The incidents occurred in seven different communities in the north,
and four of the eight occurred in 2012. In two of the cases, the police
injured girls who they had been called in to protect.
In five of the 10 towns Human Rights Watch visited in the north, it
heard allegations of rape or sexual assault by police officers. Human
Rights Watch was struck by the level of fear on the part of women we met
to talk about sexual abuse inflicted by police officers. Even though
Human Rights Watch conducted outreach to women and girls through trusted
service providers with long histories of working in these communities,
on several occasions, women who initially expressed interest in talking
with Human Rights Watch about their experiences of police sexual abuse
later declined to speak or did not appear for interviews. Fear of
retaliation, a frequent reason why women and girls do not report police
abuse in general, is compounded by fear of stigma and feelings of shame
in cases of sexual abuse. As a consequence, the HRW found it was very
difficult to gather first-hand testimony to support the allegations we
heard.
However, in one town, Human Rights Watch met Gabriella P., a homeless
woman, who reported that in July 2012 she had been taken to a remote
location outside of the town and raped by four police officers whose
names she knew but would not provide.
“I feel so dirty,” Gabriella said through tears, the first time she
spoke with Human Rights Watch. “They threatened that if I told anybody
they would take me out to the mountains and kill me and make it look
like an accident.” Gabriella said that she had been raped by police in
similar circumstances on previous occasions. With all these glaring
evidence, the Harper administration has so far refused accountability
and transparency.
Canada’s international treaty obligations require that the government
take measures to prevent and address with due diligence violence against
indigenous women and girls.
They must also ensure that police do not treat individuals in
violation of the prohibition on inhuman and degrading treatment, but
treat them with respect and dignity in a nondiscriminatory manner.

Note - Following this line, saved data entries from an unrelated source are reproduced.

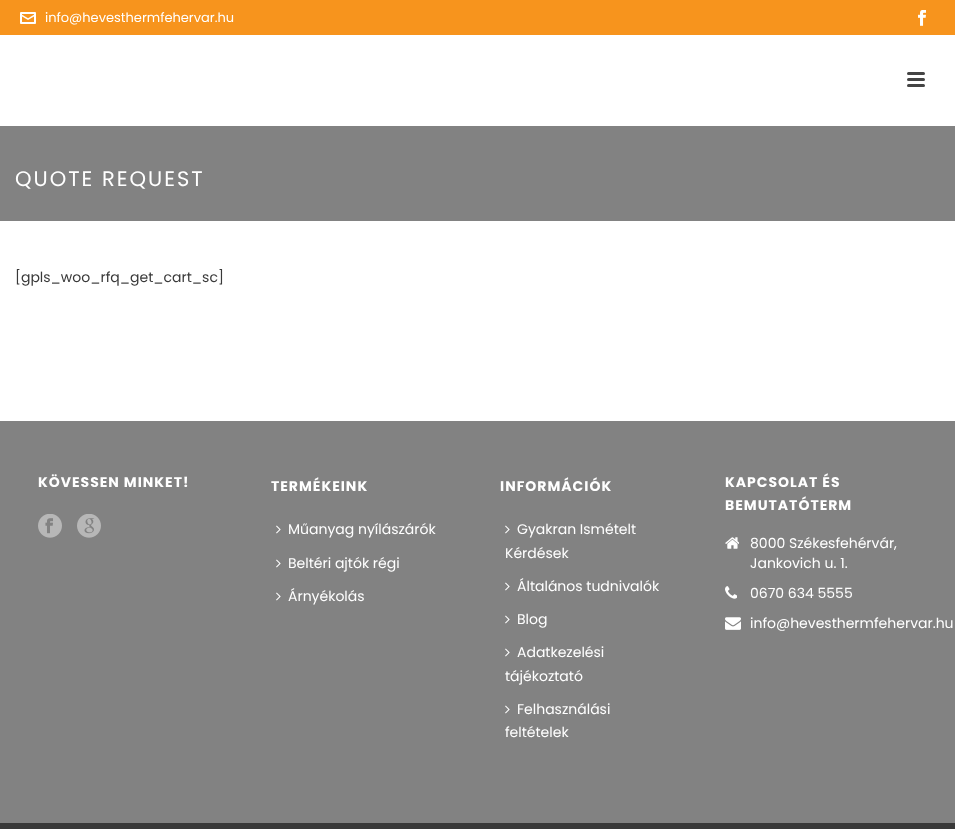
async function draw(canvas) {
  canvas.width = 955
  canvas.height = 829
  const ctx = canvas.getContext('2d')
  ctx.miterLimit = 4
  ctx.fontKerning = 'normal'
  async function loadImage(src) {
    const img = new Image()
    img.src = src
    await img.decode()
    return img
  }

  ctx.fillStyle = '#fff'
  ctx.fillRect(0, 0, 955, 829)
  ctx.fillStyle = '#828282'
  ctx.fillRect(0, 126, 955, 95)
  ctx.fillStyle = '#f7941d'
  ctx.fillRect(0, 0, 955, 35)
  ctx.drawImage(await loadImage('image0.png'), 20, 12, 16, 12)
  ctx.font = '13px Poppins'
  ctx.fillStyle = '#fff'
  ctx.fillText('info@hevesthermfehervar.hu', 45, 22)
  ctx.drawImage(await loadImage('image1.png'), 918, 10, 8, 16)
  ctx.fillStyle = '#444'
  ctx.beginPath()
  ctx.roundRect(907, 72, 18, 3, 1.5)
  ctx.fill()
  ctx.beginPath()
  ctx.roundRect(907, 78, 18, 3, 1.5)
  ctx.fill()
  ctx.beginPath()
  ctx.roundRect(907, 84, 18, 3, 1.5)
  ctx.fill()
  ctx.letterSpacing = '2px'
  ctx.font = '21px Poppins'
  ctx.fillStyle = '#fff'
  ctx.fillText('QUOTE REQUEST', 15, 186)
  ctx.letterSpacing = '0px'
  ctx.font = '14px Poppins'
  ctx.fillStyle = '#393939'
  ctx.fillText('[gpls_woo_rfq_get_cart_sc]', 15, 282)
  ctx.fillStyle = '#828282'
  ctx.fillRect(0, 421, 955, 402)
  ctx.letterSpacing = '1px'
  ctx.font = 'bold 14px Poppins'
  ctx.fillStyle = '#fff'
  ctx.fillText('KÖVESSEN MINKET!', 38, 487)
  ctx.drawImage(await loadImage('image2.png'), 38, 514, 24, 24)
  ctx.drawImage(await loadImage('image3.png'), 77, 514, 24, 24)
  ctx.fillText('TERMÉKEINK', 271, 491)
  ctx.drawImage(await loadImage('image4.png'), 276, 525, 5, 9)
  ctx.letterSpacing = '0px'
  ctx.font = '14px Poppins'
  ctx.fillText('Műanyag nyílászárók', 288, 534)
  ctx.drawImage(await loadImage('image4.png'), 276, 559, 5, 9)
  ctx.fillText('Beltéri ajtók régi', 288, 568)
  ctx.drawImage(await loadImage('image4.png'), 276, 592, 5, 9)
  ctx.fillText('Árnyékolás', 288, 601)
  ctx.letterSpacing = '1px'
  ctx.font = 'bold 14px Poppins'
  ctx.fillText('INFORMÁCIÓK', 500, 491)
  ctx.drawImage(await loadImage('image4.png'), 505, 525, 5, 9)
  ctx.letterSpacing = '0px'
  ctx.font = '14px Poppins'
  ctx.fillText('Gyakran Ismételt', 517, 534)
  ctx.fillText('Kérdések', 505, 558)
  ctx.drawImage(await loadImage('image4.png'), 505, 582, 5, 9)
  ctx.fillText('Általános tudnivalók', 517, 591)
  ctx.drawImage(await loadImage('image4.png'), 505, 615, 5, 9)
  ctx.fillText('Blog', 517, 624)
  ctx.drawImage(await loadImage('image4.png'), 505, 648, 5, 9)
  ctx.fillText('Adatkezelési', 517, 657)
  ctx.fillText('tájékoztató', 505, 681)
  ctx.drawImage(await loadImage('image4.png'), 505, 705, 5, 9)
  ctx.fillText('Felhasználási', 517, 714)
  ctx.fillText('feltételek', 505, 737)
  ctx.letterSpacing = '1px'
  ctx.font = 'bold 14px Poppins'
  ctx.fillText('KAPCSOLAT ÉS', 725, 487)
  ctx.fillText('BEMUTATÓTERM', 725, 510)
  ctx.drawImage(await loadImage('image5.png'), 725, 537, 14, 12)
  ctx.letterSpacing = '0px'
  ctx.font = '14px Poppins'
  ctx.fillText('8000 Székesfehérvár,', 750, 548)
  ctx.fillText('Jankovich u. 1.', 750, 568)
  ctx.drawImage(await loadImage('image6.png'), 725, 586, 12, 13)
  ctx.fillText('0670 634 5555', 750, 598)
  ctx.drawImage(await loadImage('image7.png'), 725, 617, 16, 13)
  ctx.fillText('info@hevesthermfehervar.hu', 750, 628)
  ctx.fillStyle = '#393939'
  ctx.fillRect(0, 823, 955, 6)
}

draw(document.querySelector('canvas'))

United Nations human rights treaty monitoring bodies – including
those committees addressing children’s rights violations, torture,
discrimination against women, and civil and political rights violations
– have criticised Canada for the inadequate government response to
violence against indigenous women and girls. The United Nations
Committee on the Elimination of Discrimination against Women (CEDAW) has
gone even further and taken the exceptional step of announcing an
inquiry with respect to disappearances and murders of indigenous women
and girls.
Stephen Harper's rhetoric of ‘accountability and transparency’ to
nation's such as Sri Lanka has not matched his actions. Harper, when
called for the boycott of the Commonwealth Summit in Colombo last year
alleging that Sri Lanka committed war crimes in its battle against the
Tamil Tigers exhibited itself as ‘Paragon of Virtue'.
Harper's conservative Party-controlled Parliamentary Committee's
refusal to establish a commission to nationally investigate the brutal
treatment of Canada's indigenous population speaks loud of his declared
position on ‘transparency’ and ‘accountability'.
Why didn't he advice the Government of Sri Lanka “My experience has
been they (the investigative commissions) almost always run way over
time, way over budget, and often the recommendations prove to be of
limited utility,” and attend the Colombo summit?